Table des matières : Avant propos/Préambule/Contamination/ Parmi les Covidés/ Un supplice nommé toilettes/ Pleurs et sanglots dans la nuit/ Tant qu’il y aura des «Anges»/ Jours ordinaires dans une salle pour Covidés/ La grande menace/ L’épée de Damoclès/ Délivrance.

Extraits : «Notre survie à une telle catastrophe économique, à ce virus dévastateur, a quelque chose de «divin» (p 13), «S’il y a quelque chose qui marque un malade «Covidé» et le terrifie à chaque fois qu’il a des besoins à faire, c’est bien l’état des toilettes de l’hôpital. Seule consolation, les «Covidés» ne sentent pas…» (p 59), « L’apparition de la pandémie a, en réalité, montré la face cachée, affreuse et inhumaine de l’univers de la fabrication du médicament. Et tant que le roi dollar existe, la philanthropie fera partie des vœux pieux» (p 98).

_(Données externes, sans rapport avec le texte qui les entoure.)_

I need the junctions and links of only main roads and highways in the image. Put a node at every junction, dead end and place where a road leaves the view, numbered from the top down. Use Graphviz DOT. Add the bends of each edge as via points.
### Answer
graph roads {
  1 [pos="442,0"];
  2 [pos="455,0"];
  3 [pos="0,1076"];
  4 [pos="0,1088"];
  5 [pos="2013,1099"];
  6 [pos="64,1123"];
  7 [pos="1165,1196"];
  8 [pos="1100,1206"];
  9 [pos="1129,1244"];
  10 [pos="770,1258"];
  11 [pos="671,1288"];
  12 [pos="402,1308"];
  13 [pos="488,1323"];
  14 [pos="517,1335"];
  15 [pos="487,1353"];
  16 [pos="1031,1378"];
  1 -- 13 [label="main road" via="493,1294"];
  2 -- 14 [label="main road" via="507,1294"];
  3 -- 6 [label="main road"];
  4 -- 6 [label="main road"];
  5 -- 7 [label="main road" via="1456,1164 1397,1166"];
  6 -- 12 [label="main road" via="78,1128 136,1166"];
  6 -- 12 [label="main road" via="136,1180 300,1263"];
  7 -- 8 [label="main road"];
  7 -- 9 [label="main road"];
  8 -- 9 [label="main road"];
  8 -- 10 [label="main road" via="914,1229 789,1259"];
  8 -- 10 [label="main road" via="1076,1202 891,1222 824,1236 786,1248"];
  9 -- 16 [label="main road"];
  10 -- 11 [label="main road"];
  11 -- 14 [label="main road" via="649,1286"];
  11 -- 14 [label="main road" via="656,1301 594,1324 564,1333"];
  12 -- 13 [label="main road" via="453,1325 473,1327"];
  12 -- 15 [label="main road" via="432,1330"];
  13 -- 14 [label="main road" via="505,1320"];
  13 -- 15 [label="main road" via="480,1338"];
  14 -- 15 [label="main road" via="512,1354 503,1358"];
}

Avis : Du (très) grand reportage… de l’intérieur. Au-delà de la souffrance vécue… involontairement, l’exploit de tout journaliste qui se respecte. Bien sûr, comme tout bon auteur qui se respecte… quelques «bretelles» (pas des sorties de route)… sur Camus, Fanon et Feraoun. Utiles !

Citations : «En fait, un lit est important dans la vie, pour beaucoup de gens dans le monde. Il permet, outre de se reposer d’une dure journée de labeur, de dormir, mais également de voir défiler sa vie, sinon de la penser ou la repenser, de la créer, de la changer, s’il le faut» (p 34), «Décidément, les humains ont bien des secrets, en particulier en allant à la selle» (p 61), «Feraoun et Fanon ont légué un patrimoine thérapeutique, intellectuel et révolutionnaire inestimable, aussi riche que leur combat inlassable, de tous les jours, contre l’asservissement de l’homme par l’homme» (p 85), « Dans un hôpital, il n’y a pas plus humain que la souffrance» (p105), «Cette pandémie nous a montré que nous sommes, à l’échelle de l’univers, si petits et si insignifiants. Mais, en même temps, si rares, si précieux et si importants dans ce cosmos infini» (p 124), «L’homme ne doit pas précipiter sa déchéance en allant chercher des aliments contraires à ses besoins physiologiques… Dans 2000 à 5000 ans, des explorateurs venus de l’espace intergalactique feront une macabre découverte : l’Homme s’est tué en mangeant» (p129).